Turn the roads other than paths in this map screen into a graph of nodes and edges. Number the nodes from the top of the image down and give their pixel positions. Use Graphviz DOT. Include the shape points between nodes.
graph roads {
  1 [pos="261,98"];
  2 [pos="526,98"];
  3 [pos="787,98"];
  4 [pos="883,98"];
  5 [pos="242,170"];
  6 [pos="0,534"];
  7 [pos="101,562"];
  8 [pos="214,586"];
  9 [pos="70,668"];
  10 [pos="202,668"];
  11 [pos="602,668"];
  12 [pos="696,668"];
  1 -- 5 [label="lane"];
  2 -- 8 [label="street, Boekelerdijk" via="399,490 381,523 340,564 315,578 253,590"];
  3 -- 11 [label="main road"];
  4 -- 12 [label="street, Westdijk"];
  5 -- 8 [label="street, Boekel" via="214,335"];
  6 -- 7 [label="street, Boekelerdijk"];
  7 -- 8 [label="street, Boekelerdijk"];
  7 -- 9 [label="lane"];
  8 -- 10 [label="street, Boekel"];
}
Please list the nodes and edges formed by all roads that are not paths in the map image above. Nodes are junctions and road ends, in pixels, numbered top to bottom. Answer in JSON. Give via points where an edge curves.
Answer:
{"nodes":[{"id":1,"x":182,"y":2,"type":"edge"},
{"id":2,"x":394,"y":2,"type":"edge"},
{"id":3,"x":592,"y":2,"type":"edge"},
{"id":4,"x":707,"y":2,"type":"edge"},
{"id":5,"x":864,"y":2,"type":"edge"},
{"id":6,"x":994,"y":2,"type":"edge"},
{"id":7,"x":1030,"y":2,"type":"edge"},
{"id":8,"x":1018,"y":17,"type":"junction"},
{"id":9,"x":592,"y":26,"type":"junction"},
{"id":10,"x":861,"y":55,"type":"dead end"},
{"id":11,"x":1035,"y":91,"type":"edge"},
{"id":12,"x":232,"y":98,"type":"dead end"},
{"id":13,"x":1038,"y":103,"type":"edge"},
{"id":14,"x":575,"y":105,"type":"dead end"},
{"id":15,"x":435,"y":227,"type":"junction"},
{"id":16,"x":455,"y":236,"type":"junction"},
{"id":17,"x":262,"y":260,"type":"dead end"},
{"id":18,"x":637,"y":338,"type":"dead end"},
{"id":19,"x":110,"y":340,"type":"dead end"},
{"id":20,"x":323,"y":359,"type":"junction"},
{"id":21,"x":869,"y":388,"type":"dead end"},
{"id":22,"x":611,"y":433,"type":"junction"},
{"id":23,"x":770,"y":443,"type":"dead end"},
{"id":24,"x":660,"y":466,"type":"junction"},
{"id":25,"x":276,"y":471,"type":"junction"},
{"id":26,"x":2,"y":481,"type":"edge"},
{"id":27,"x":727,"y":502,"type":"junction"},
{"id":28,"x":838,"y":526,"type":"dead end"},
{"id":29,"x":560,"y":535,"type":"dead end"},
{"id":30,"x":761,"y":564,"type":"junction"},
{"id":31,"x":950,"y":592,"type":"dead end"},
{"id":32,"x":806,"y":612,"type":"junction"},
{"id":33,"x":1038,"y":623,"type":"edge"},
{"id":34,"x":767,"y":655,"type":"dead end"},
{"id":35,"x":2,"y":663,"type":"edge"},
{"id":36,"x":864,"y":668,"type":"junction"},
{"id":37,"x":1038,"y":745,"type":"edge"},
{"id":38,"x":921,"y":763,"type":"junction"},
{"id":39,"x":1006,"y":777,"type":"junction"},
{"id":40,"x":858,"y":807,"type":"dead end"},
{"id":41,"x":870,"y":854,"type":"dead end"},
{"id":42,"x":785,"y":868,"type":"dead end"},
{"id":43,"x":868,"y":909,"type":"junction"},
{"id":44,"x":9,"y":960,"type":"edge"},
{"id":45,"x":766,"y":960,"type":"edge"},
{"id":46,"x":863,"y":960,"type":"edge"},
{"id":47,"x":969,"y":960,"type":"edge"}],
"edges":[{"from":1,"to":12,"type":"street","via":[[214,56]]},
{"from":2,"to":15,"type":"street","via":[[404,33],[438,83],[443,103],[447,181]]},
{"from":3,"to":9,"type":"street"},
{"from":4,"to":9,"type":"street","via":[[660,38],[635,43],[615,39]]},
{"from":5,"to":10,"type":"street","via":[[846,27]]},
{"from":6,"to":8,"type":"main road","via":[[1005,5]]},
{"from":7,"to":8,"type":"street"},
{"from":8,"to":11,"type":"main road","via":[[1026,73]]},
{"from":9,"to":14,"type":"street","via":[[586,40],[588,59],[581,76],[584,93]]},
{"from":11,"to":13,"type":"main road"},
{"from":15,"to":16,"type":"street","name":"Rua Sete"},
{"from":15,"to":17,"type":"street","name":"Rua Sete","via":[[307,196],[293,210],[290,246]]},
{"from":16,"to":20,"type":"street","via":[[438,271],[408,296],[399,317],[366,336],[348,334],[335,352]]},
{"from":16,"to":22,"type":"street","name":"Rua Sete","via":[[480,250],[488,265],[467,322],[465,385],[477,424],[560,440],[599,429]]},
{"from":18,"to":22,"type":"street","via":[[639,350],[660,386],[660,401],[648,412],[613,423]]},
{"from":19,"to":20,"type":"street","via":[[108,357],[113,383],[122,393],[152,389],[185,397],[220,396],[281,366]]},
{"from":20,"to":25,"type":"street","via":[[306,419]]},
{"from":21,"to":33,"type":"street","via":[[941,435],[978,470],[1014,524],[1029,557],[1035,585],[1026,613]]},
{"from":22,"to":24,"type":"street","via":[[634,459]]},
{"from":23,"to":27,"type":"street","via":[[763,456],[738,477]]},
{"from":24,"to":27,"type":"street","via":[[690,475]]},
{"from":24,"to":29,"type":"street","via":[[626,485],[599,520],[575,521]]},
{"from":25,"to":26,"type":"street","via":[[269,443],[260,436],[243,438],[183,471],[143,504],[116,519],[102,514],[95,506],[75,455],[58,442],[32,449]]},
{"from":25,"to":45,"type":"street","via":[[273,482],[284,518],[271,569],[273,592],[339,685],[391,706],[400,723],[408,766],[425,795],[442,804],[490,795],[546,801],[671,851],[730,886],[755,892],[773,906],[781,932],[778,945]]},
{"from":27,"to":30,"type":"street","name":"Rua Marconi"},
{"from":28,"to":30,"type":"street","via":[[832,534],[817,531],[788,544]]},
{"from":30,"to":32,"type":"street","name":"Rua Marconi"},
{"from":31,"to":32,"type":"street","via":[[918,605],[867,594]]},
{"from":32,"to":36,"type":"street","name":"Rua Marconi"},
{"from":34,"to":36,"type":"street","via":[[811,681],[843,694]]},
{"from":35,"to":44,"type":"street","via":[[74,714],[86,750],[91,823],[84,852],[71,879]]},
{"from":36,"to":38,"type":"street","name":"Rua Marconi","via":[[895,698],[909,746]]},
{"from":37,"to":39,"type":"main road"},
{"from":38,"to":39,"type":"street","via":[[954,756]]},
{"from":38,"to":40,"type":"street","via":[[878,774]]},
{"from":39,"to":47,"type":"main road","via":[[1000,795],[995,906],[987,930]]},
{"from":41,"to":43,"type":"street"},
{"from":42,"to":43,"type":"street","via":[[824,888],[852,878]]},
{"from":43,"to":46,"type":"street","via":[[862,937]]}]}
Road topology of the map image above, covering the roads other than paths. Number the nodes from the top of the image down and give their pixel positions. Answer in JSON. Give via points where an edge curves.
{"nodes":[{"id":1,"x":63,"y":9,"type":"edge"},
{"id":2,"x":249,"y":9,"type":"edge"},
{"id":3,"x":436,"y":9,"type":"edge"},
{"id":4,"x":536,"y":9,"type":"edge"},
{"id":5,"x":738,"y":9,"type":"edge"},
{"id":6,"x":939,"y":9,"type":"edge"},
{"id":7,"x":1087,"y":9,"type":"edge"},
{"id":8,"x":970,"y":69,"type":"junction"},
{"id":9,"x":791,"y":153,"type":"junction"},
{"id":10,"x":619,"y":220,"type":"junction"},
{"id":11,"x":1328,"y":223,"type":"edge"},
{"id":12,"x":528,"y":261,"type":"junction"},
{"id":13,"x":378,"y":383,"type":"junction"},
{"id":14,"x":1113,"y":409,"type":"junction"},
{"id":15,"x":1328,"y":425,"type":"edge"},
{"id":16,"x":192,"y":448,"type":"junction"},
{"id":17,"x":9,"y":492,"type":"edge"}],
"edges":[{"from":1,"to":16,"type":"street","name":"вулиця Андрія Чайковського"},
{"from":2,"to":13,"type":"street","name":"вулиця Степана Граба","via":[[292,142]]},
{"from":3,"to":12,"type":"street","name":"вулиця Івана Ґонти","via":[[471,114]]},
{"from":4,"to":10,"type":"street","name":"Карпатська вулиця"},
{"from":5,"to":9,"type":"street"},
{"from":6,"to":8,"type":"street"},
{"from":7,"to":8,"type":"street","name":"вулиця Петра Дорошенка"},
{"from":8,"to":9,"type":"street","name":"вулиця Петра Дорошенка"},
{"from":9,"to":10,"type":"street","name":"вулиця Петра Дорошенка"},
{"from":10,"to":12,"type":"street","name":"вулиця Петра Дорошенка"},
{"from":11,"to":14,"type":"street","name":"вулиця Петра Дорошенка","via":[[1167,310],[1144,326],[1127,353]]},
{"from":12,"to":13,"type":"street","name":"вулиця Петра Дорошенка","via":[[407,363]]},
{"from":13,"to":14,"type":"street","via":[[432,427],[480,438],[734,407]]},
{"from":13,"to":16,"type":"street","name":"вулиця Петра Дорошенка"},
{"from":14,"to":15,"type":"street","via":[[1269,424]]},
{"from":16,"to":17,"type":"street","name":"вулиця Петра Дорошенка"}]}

**Aim of the exercise:**
Each line from the beginning of the entries to the line with "Please list the" must be repeated exactly, with both end lines kept and no other lines given.

**Your solution:**
Turn the roads other than paths in this map screen into a graph of nodes and edges. Number the nodes from the top of the image down and give their pixel positions. Use Graphviz DOT. Include the shape points between nodes.
graph roads {
  1 [pos="261,98"];
  2 [pos="526,98"];
  3 [pos="787,98"];
  4 [pos="883,98"];
  5 [pos="242,170"];
  6 [pos="0,534"];
  7 [pos="101,562"];
  8 [pos="214,586"];
  9 [pos="70,668"];
  10 [pos="202,668"];
  11 [pos="602,668"];
  12 [pos="696,668"];
  1 -- 5 [label="lane"];
  2 -- 8 [label="street, Boekelerdijk" via="399,490 381,523 340,564 315,578 253,590"];
  3 -- 11 [label="main road"];
  4 -- 12 [label="street, Westdijk"];
  5 -- 8 [label="street, Boekel" via="214,335"];
  6 -- 7 [label="street, Boekelerdijk"];
  7 -- 8 [label="street, Boekelerdijk"];
  7 -- 9 [label="lane"];
  8 -- 10 [label="street, Boekel"];
}
Please list the nodes and edges formed by all roads that are not paths in the map image above. Nodes are junctions and road ends, in pixels, numbered top to bottom. Answer in JSON. Give via points where an edge curves.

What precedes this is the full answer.